Applekirk est un village rural situé dans les Marches, la région centrale d’un monde où le temps ne s’écoule pas à la même vitesse selon que l’on se trouve à l’est ― où la magie est très puissante et où vivent les dieux ― ou à l’ouest ― où la magie est totalement absente. C’est la fin de l’été, et la vie s’écoule paisiblement pour les villageois. Mais le manoir va être mis sens dessus dessous par le retour de Hanethe, qui fut autrefois la maîtresse des lieux. Partie en Orient, elle y est restée quelques dizaines d’années. Mais, plus à l’ouest, à Applekirk, plusieurs générations se sont succédé. Ayant provoqué la colère d’Agdisdis, la déesse du Mariage, Hanethe a fuit. Mais Agdisdis est bien décidée à se venger.


Mon avis

Avec Pierre-de-vie, je suis tombée sur une lecture extrêmement rare, la première du genre pour moi (en tout cas en Fantasy). Ce que l’autrice, elle-même, appelle la Domestic Fantasy ou ce que la Geekosophe nomme très justement de la Fantasy champêtre 😄. C’est bucolique, très calme, contemplatif et centré sur le quotidien, le banal. En ça, ça me rappelle énormément L’espace d’un an de Becky Chambers que j’avais adoré. Cependant, je sors de ma lecture un chouïa partagée. Là où Becky Chambers a su décrire des relations amoureuses intéressantes, Jo Walton m’a perdu.

L’entièreté du récit se déroule au manoir d’Applekirk, petite bourgade paisible et rurale des Marches de l’Ouest. On y suit principalement Taveth, la concubine de Ferrand, le seigneur locale, dont la pierre-de-vie est de s’occuper du manoir. Elle est littéralement le foyer de cette demeure et de cette famille que l’on va découvrir à travers elle. Un jour, deux personnes viennent perturber la tranquillité du lieu : Hanethe, l’arrière-grand-mère de Ferrand de retour d’Orient avec une déesse furieuse à ses trousses et Jankin, un jeune savant venu étudier les légendes locales qui fera dangereusement tourner la tête aux femmes du manoir.

Avec Pierre-de-vie, Jo Walton développe plusieurs aspects très intéressants qui me semble indispensable de vous décrire afin que vous puissiez entrer sereinement dans ce récit. Tout est centrale et immobile : quasiment tout se passe dans la cuisine, le foyer qui est au centre de la maison qui est au centre du village qui est au milieu de ce monde. Le monde tourne autour, le traverse mais Applekirk ne bouge pas. Taveth ne bouge pas.

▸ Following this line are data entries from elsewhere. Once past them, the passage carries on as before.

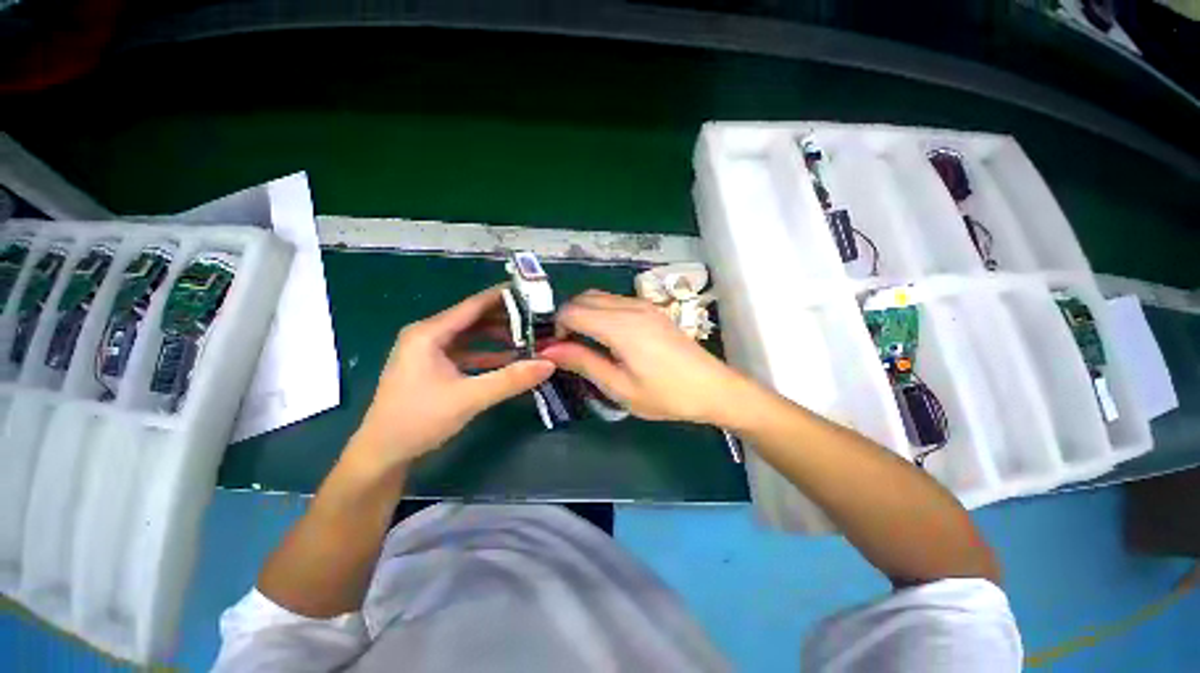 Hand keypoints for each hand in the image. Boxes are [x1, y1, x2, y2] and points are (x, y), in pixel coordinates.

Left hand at [353, 286, 554, 467]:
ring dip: (498, 337)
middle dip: (505, 318)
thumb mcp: (469, 398)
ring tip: (529, 336)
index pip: (473, 305)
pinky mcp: (433, 366)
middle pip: (474, 319)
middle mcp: (428, 335)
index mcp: (429, 333)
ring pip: (471, 336)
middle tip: (537, 318)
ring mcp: (429, 351)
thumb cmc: (419, 420)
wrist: (382, 454)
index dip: (502, 297)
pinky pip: (466, 352)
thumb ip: (510, 379)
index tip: (530, 290)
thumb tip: (549, 364)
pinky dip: (488, 354)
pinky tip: (510, 358)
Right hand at [540, 290, 750, 424]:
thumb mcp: (620, 386)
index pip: (572, 311)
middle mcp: (630, 306)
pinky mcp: (652, 309)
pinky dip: (602, 313)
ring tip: (588, 344)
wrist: (713, 388)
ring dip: (585, 314)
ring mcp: (644, 305)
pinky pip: (616, 301)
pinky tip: (610, 337)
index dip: (557, 328)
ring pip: (600, 297)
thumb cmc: (666, 395)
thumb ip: (584, 362)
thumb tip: (549, 350)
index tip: (558, 352)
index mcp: (620, 326)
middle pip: (584, 298)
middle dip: (569, 319)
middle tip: (570, 349)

  • Le voyage à travers les autres : comme je l’ai dit un peu plus haut, jamais, on ne quittera Applekirk, son manoir, ses champs et ses habitants. On découvrira tout ce qu’il y a à savoir sur cet univers bigrement intéressant à travers les voyageurs. C’est frustrant mais ça sert un propos.
  • Le temps, comment il s’écoule et comment il est raconté, est primordiale dans ce récit. Dans ce monde, le temps s’accélère à l’Est et ralenti à l’Ouest, Applekirk se trouvant au milieu. Dès que vous voyagez, votre temporalité s’altère : vous vieillirez plus ou moins. Ce qui permet d’avoir une ancêtre du même âge que son descendant, par exemple. Autre particularité et tour de force de la part de Jo Walton : tout est écrit au présent. L’autrice s’amuse à passer d’une ligne temporelle à l’autre comme si tout se passait en même temps. Cela demande un temps d’adaptation mais une fois fait, c’est étrangement libérateur. On n’est ni dans le passé (ouest) ni dans le futur (est) mais, encore une fois, au centre.
  • La yeya : ou la magie qui est inexistante à l’Ouest et saturée à l’Est où vivent les Dieux. Toute personne vivant au-delà de l’Ouest a la possibilité de développer sa yeya. Certains ont des petits pouvoirs (faire léviter les objets, garder au frais des aliments, etc) quand d’autres s’avèrent être très puissants et vont généralement très vite vers l’Est pour maîtriser leur yeya, comme Hanethe.
  • La pierre-de-vie : une notion clef de voûte au point de donner son nom au récit. C’est le sens qu’une personne donne à sa vie. Pour Taveth c’est s’occuper du manoir. Pour d’autres, ça pourra être d’enseigner, s’occuper de la terre, devenir érudit, etc. Une fois que l’on trouve sa pierre-de-vie, on trouve sa place dans le monde.
  • Le modèle familial et la notion d’amour : l’autrice nous propose de repenser complètement le modèle familiale habituel. Le polyamour est quelque chose de totalement banal, accepté et consommé. Les enfants nés de ces différentes unions sont élevés par tous les adultes de manières égales. Jo Walton, à mon avis, montre plutôt les limites et la fragilité d’un tel système avec le grain de sable (irritant au possible) qu’est Jankin.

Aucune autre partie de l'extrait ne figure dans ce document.